Somewhere, in the middle of these explosions, lays the naked truth: whether you hug me or hit me, I’m here for the long game and you know that. You know that you can let down your guard, reveal your ugly side and still be immensely loved. AND YOU ARE. And I adore you and would take a bullet in the chest for you…But golly, why you gotta be so fiesty with me all the time?? Sigh…
Here’s the deal: I’m not naïve. I know this erratic behavior might become much worse as the years progress. Your sensitive heart feels all the highs and all the lows and I know I will be caught in some of those webs of darkness as you grow older. Friends will disappoint you, boys will break your heart, school will be tough and life will throw wrenches in your plans. There will be many days when you don’t like me and I predict there will be a number of days when I don’t like you either… but I will always love you (cue Whitney Houston).
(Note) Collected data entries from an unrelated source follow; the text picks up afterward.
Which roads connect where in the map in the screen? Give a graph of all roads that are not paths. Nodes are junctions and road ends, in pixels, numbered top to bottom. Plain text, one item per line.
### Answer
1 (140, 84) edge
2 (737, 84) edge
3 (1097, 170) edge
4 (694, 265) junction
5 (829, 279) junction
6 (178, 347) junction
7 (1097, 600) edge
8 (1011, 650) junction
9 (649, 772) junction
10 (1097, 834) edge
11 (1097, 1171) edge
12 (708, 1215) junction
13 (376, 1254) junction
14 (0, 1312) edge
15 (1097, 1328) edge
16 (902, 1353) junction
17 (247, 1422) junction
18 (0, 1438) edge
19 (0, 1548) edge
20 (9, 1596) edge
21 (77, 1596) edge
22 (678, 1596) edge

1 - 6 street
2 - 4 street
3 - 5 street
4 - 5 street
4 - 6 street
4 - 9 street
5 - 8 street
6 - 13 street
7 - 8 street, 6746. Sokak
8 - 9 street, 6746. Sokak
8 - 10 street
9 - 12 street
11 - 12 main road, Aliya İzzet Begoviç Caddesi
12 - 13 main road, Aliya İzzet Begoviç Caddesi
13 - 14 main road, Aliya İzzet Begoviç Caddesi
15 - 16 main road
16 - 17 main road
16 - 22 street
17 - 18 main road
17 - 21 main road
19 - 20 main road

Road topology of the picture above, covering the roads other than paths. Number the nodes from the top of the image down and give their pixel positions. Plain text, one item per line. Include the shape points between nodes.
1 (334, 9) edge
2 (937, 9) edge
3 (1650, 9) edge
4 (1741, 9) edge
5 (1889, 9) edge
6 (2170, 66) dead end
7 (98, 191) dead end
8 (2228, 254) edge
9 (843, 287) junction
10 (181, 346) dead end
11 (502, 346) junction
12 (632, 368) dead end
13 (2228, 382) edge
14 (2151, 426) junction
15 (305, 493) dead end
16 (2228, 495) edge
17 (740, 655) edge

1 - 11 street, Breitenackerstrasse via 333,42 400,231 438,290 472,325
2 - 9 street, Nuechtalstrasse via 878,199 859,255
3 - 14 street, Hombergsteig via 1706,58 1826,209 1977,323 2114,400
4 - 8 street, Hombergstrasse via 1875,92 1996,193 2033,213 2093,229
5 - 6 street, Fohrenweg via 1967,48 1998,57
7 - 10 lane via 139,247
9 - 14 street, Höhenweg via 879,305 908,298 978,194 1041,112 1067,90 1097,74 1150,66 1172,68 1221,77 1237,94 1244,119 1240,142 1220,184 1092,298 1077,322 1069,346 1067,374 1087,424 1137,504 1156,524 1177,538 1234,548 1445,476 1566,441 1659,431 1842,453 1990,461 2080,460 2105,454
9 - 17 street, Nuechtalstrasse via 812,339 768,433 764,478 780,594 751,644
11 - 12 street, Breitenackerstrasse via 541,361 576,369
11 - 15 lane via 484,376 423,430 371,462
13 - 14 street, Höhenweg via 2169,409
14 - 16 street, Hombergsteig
In the future, my presence, “the safe place”, will most likely be a proverbial dumping ground. Your words towards me might become more venomous and the stings might become stronger, but I am committed to living in that place with you, not taking your actions personally and helping you grow into the person you were created to be. Your fire and determination will make you a great leader someday and I plan to be sitting in the front row, watching it all happen.
You are too young to see this from my perspective, but someday, if you become a parent yourself, you will understand that we adults have a complicated dance…
We push you forward
We pull you back
We come down hard
We nudge you gently
We yell angry words
We whisper terms of endearment
We cry with frustration
We shed tears of joy.
Sometimes we do all these things in a single hour. Parenting is a complicated job so maybe you could cut me some slack, too?? I’m not a perfect mother and I frustrate you sometimes but I am out there on the dance floor TRYING to parent you well! I feel like I deserve at least one gold star. 😉
This morning, after many of the emotions above, we finally managed to get off the floor, wipe both of our tears and fall back into our routine. With sneakers on and your backpack ready we began the long walk to school in complete silence, just you and me, watching the leaves blow and gathering up courage for the day ahead. I think you sensed that you went a little too far with me. I sensed that now wasn’t the time to replay the morning’s events. In that moment, you didn’t need a scolding but a warm hand. So I held tightly to your small grip and progressed through the neighborhood while we each pondered our morning and our world.
You and I have much ahead of us as we walk along this road, continuing to learn about life and our family and where we both fit in. New challenges and new emotions await us around each bend and this morning has allowed me to think it all through. It will be long journey, a long walk to this school of life, but you and I are in this together and I won’t let go.
To all the mothers (and fathers) out there with “spirited” children:
Hold the line, stay strong, find some supportive friends and buy a big box of chocolate. We are raising world changers here and our efforts will be rewarded… someday… hopefully.
3 thoughts on “The Long Walk to School”
A wise mother once said to me in her driveway of Hanford, CA as I wiped tears from my face, “Don’t be so hard on yourself.” I think you know who she is 😉. Thank you for this blog. It is almost as if you knew that last night I was rocking my (7 year old) baby trying to comfort and confirm her fears and anxiety about moving while also explaining that it is unacceptable to go bananas when our peak. Hello rock! Nice to meet you hard place!
Well now you are making me cry. 😭 Tell your sweet child that she has playmates across the country, ready to greet her again! And give her some grace when her emotions can’t really handle what is happening. 😙
What a good post-a good way to look at a hard day. Hang in there!